Polen

M

Marla

Gast
Hab mal wieder ein paar Fragen, was Polen betrifft.
Ich muss nächste Woche eine Präsentation zur Beziehungsgeschichte zwischen Polen und Deutschen halten. Anschließend folgt noch ein Kolloquium, weswegen ich hoffe, dass ihr mich bei der Vorbereitung ein wenig unterstützen könnt.

Zum einen suche ich Fragen, die man mir evt. stellen könnte.

Zum anderen wüsste ich gerne eure Meinung zu folgenden zwei Fragen, die ich mir selbst gestellt habe:
1. Warum findet die polnische Geschichte im Vergleich zu der jüdischen so wenig Beachtung?
2. Inwieweit bestimmt die Beziehungsgeschichte mit Polen unsere Gegenwart?

Wäre echt dankbar, wenn mir jemand helfen kann. Bin schon jetzt ein Nervenbündel wegen der Prüfung.
Liebe Grüße

Marla
 
Polen von Maria

Liebe Maria
1. Gemessen an der jüdischen Geschichte, ist die polnische Geschichte ein Jungbrunnen.
2. Abgesehen von kulturhistorischen Ursachen (Sprache, Tradition) hat die Beziehungsgeschichte Deutschland - Polen eine Wurzel die im politischen Mächtestreben zu finden ist. Sie reicht von der 1. Polnischen Teilung über den Nationalismus bis zum Ende des Kalten Krieges. - Die kurze Gegenwart lässt Raum um ungeheilte Wunden zu heilen.
Alles Gute!
Martin
 
Ich würde sogar eine Ecke früher ansetzen, nämlich mit der Missionierung Polens auch von Deutschland aus oder mit der Anerkennung des ersten polnischen Königs Mieszko durch den deutschen Kaiser Otto I. 963.
 
die "Wasserschlacht"

Marla schrieb:
... zur Beziehungsgeschichte zwischen Polen und Deutschen ...
... suche ich Fragen, die man mir evt. stellen könnte.

Welches Spiel ging am 3. Juli 1974 im Frankfurter Waldstadion als „Wasserschlacht“ in die Fußballgeschichte ein?
Gegen wen wird Deutschland 2006 in der WM-Vorgruppe wieder antreten dürfen?

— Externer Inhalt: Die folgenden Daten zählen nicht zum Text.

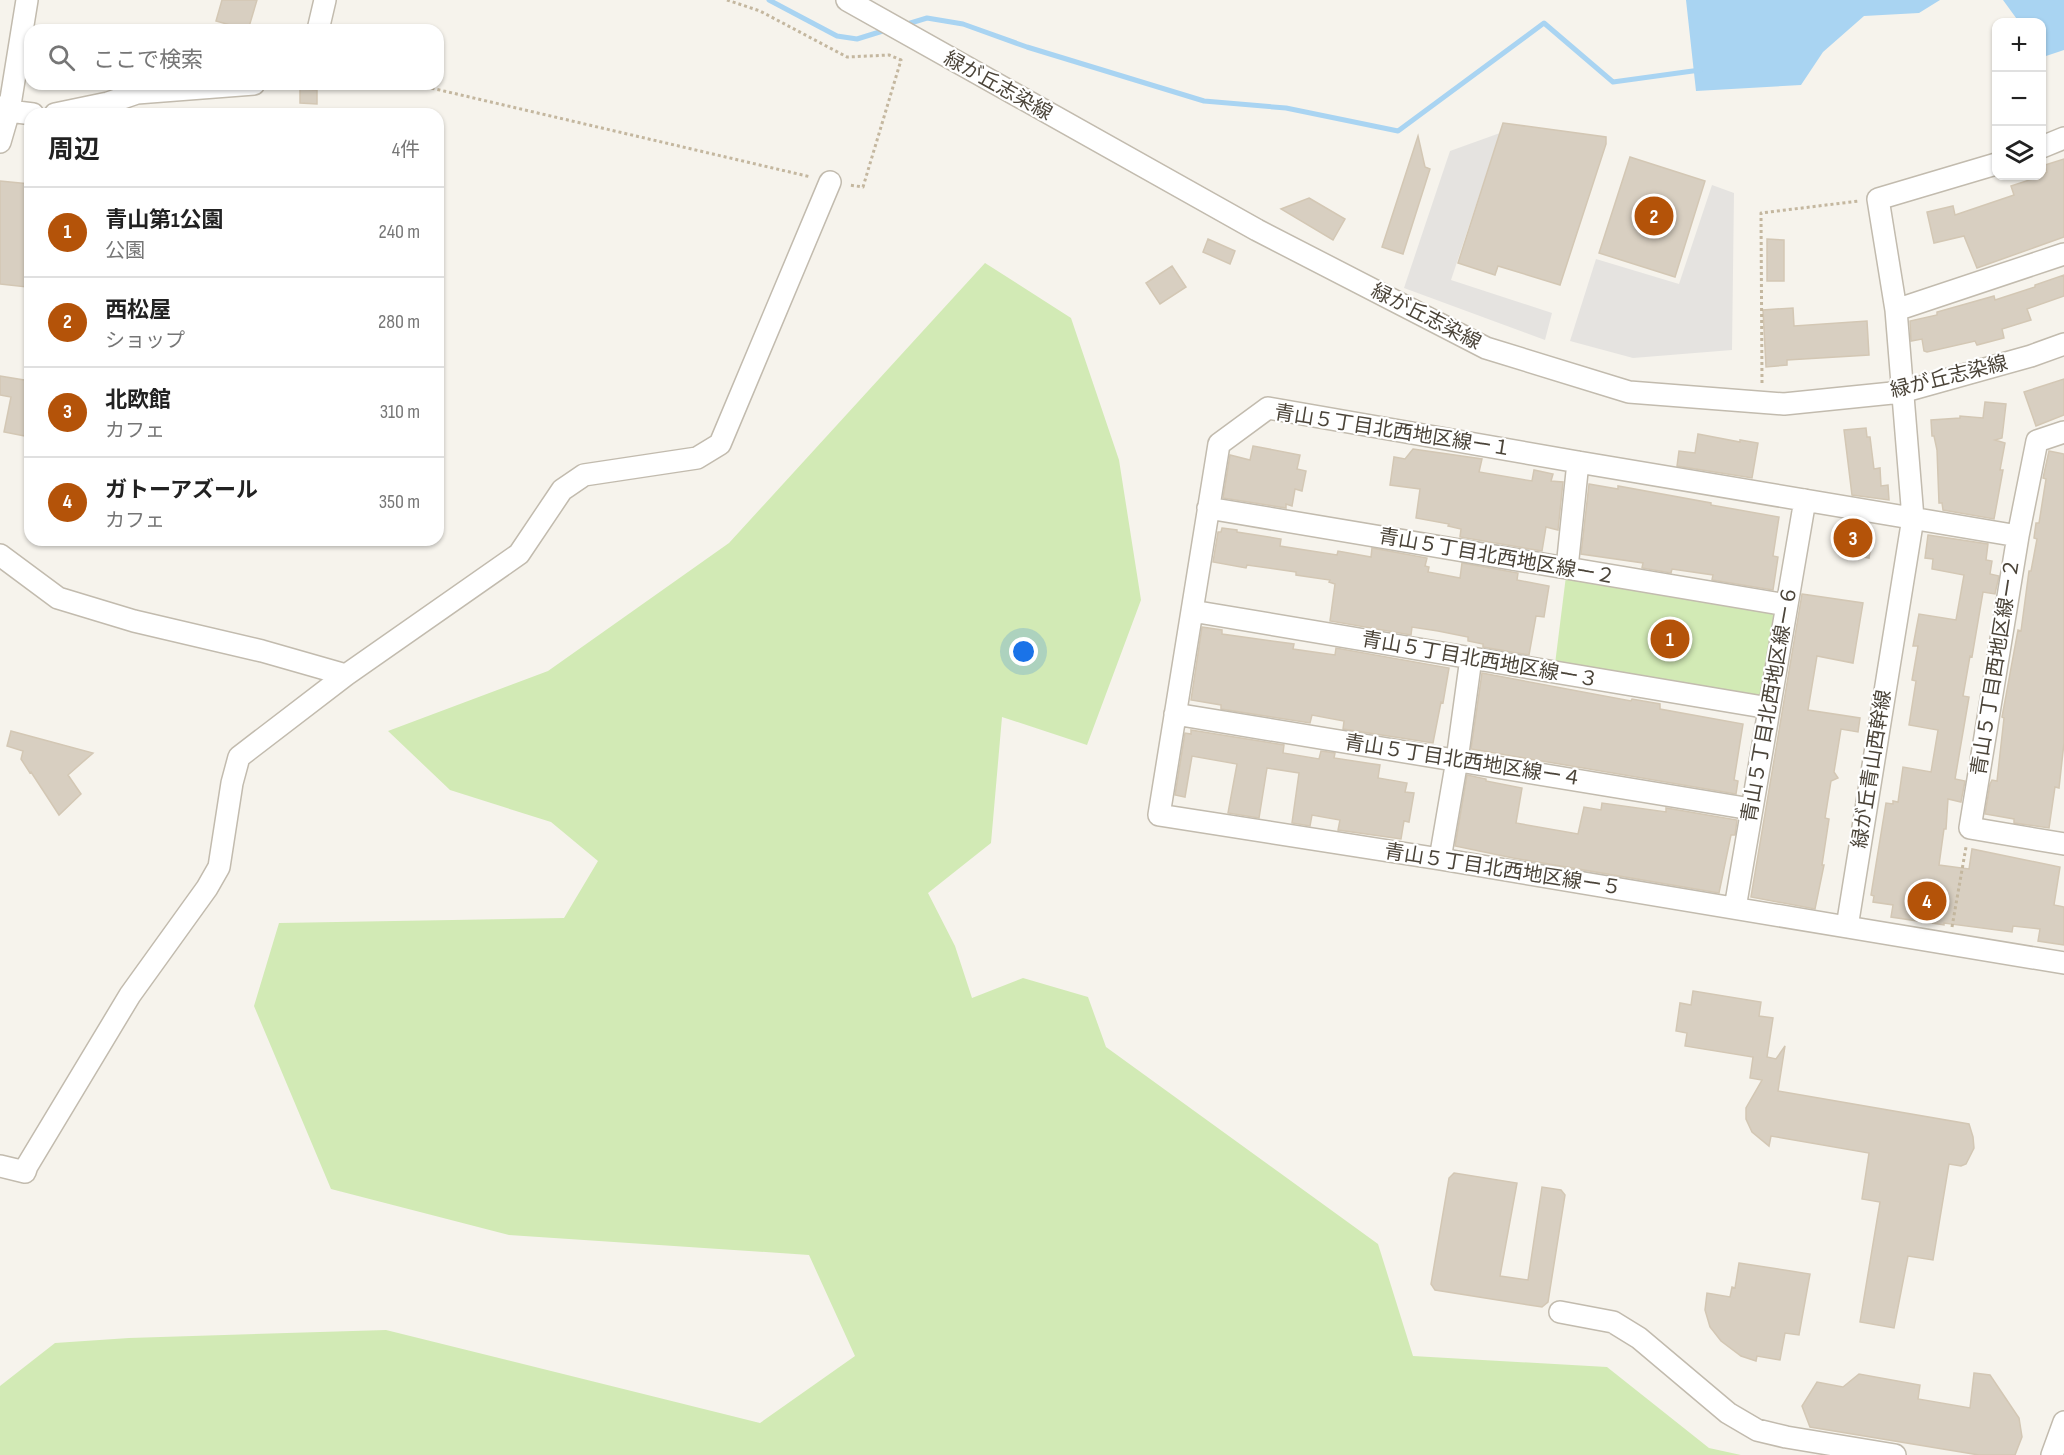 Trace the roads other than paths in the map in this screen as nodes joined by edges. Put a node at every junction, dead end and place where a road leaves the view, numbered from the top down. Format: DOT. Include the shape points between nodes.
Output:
graph roads {
  1 [pos="27,0"];
  2 [pos="325,0"];
  3 [pos="847,0"];
  4 [pos="319,24"];
  5 [pos="177,90"];
  6 [pos="84,108"];
  7 [pos="4,109"];
  8 [pos="24,112"];
  9 [pos="2064,138"];
  10 [pos="0,142"];
  11 [pos="2046,145"];
  12 [pos="1992,165"];
  13 [pos="830,182"];
  14 [pos="2064,254"];
  15 [pos="1896,310"];
  16 [pos="2064,344"];
  17 [pos="1902,392"];
  18 [pos="2064,432"];
  19 [pos="1578,462"];
  20 [pos="1805,500"];
  21 [pos="1208,508"];
  22 [pos="1913,518"];
  23 [pos="2018,536"];
  24 [pos="0,555"];
  25 [pos="1566,568"];
  26 [pos="1786,605"];
  27 [pos="1191,611"];
  28 [pos="1471,658"];
  29 [pos="346,675"];
  30 [pos="1769,708"];
  31 [pos="1175,714"];
  32 [pos="1457,760"];
  33 [pos="1751,809"];
  34 [pos="1159,815"];
  35 [pos="2064,844"];
  36 [pos="1440,859"];
  37 [pos="1735,908"];
  38 [pos="1847,927"];
  39 [pos="2064,963"];
  40 [pos="0,1166"];
  41 [pos="1560,1312"];
  42 [pos="2064,1422"];
  43 [pos="1895,1455"];
  44 [pos="2052,1455"];
  1 -- 7 [label="street"];
  2 -- 4 [label="street"];
  3 -- 17 [label="street, 緑が丘志染線" via="1257,230 1486,348 1629,392 1784,404"];
  5 -- 6 [label="street" via="138,93"];
  7 -- 8 [label="street"];
  7 -- 10 [label="street"];
  9 -- 11 [label="street"];
  12 -- 15 [label="street, 緑が丘青山西幹線" via="1878,199"];
  13 -- 29 [label="street" via="720,444 697,458 584,475 562,489 519,554"];
  14 -- 15 [label="street"];
  15 -- 17 [label="street, 緑が丘青山西幹線"];
  16 -- 17 [label="street, 緑が丘志染線"];
  17 -- 22 [label="street, 緑が丘青山西幹線"];
  18 -- 23 [label="street, 青山５丁目西地区線ー２" via="2037,441"];
  19 -- 20 [label="street, 青山５丁目北西地区線ー１"];
  19 -- 21 [label="street, 青山５丁目北西地区線ー１" via="1268,408 1219,444"];
  19 -- 25 [label="street"];
  20 -- 22 [label="street, 青山５丁目北西地区線ー１"];
  20 -- 26 [label="street, 青山５丁目北西地区線ー６"];
  21 -- 25 [label="street, 青山５丁目北西地区線ー２"];
  21 -- 27 [label="street, 青山５丁目北西地区線ー１"];
  22 -- 23 [label="street, 青山５丁目北西地区線ー１"];
  22 -- 38 [label="street, 緑が丘青山西幹線"];
  23 -- 35 [label="street, 青山５丁目西地区線ー２" via="1970,828"];
  24 -- 29 [label="street" via="58,598"];
  25 -- 26 [label="street, 青山５丁目北西地区線ー２"];
  26 -- 30 [label="street, 青山５丁目北西地区線ー６"];
  27 -- 28 [label="street, 青山５丁目北西地区線ー３"];
  27 -- 31 [label="street, 青山５丁目北西地区線ー１"];
  28 -- 30 [label="street, 青山５丁目北西地区線ー３"];
  28 -- 32 [label="street"];
  29 -- 40 [label="street" via="239,757 219,867 207,888 130,995 25,1172"];
  30 -- 33 [label="street, 青山５丁目北西地区線ー６"];
  31 -- 32 [label="street, 青山５丁目北西地区線ー４"];
  31 -- 34 [label="street, 青山５丁目北西地区線ー１"];
  32 -- 33 [label="street, 青山５丁目北西地区線ー４"];
  32 -- 36 [label="street"];
  33 -- 37 [label="street, 青山５丁目北西地区線ー６"];
  34 -- 36 [label="street, 青山５丁目北西地区線ー５"];
  36 -- 37 [label="street, 青山５丁目北西地区線ー５"];
  37 -- 38 [label="street, 青山５丁目北西地区線ー５"];
  38 -- 39 [label="street"];
  41 -- 43 [label="street" via="1622,1327 1728,1413 1757,1430"];
  42 -- 44 [label="street"];
}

Polen gegen (West-)Deutschland und schon wieder Polen gegen Deutschland.
Und bei der Halbfinal-Wasserschlacht hatten die Polen gegen die (West-)Deutschen Beckenbauers auch noch Pech... :weinen:

(Für den Fall, dass Dir fussballirre Prüfer ganz locker und fies den aktuellen "Kontext" abfragen... :D )
 
Marla schrieb:
Hab mal wieder ein paar Fragen, was Polen betrifft.
Ich muss nächste Woche eine Präsentation zur Beziehungsgeschichte zwischen Polen und Deutschen halten. Anschließend folgt noch ein Kolloquium, weswegen ich hoffe, dass ihr mich bei der Vorbereitung ein wenig unterstützen könnt.

Zum einen suche ich Fragen, die man mir evt. stellen könnte.

Zum anderen wüsste ich gerne eure Meinung zu folgenden zwei Fragen, die ich mir selbst gestellt habe:
1. Warum findet die polnische Geschichte im Vergleich zu der jüdischen so wenig Beachtung?
Die polnische Geschichte findet genausowenig bzw. genausoviel Beachtung wie die ostmitteleuropäische Geschichte insgesamt, sie wird genauso ignoriert wie tschechische, ungarische, litauische oder bulgarische Geschichte.
Jüdische Geschichte wird "nur" in Zusammenhang mit der Shoa gelehrt, Wissen über die Geschichte der europäischen Juden vor dem 20. Jhdt. findet sich nur selten in den Lehrbüchern.

Marla schrieb:
2. Inwieweit bestimmt die Beziehungsgeschichte mit Polen unsere Gegenwart?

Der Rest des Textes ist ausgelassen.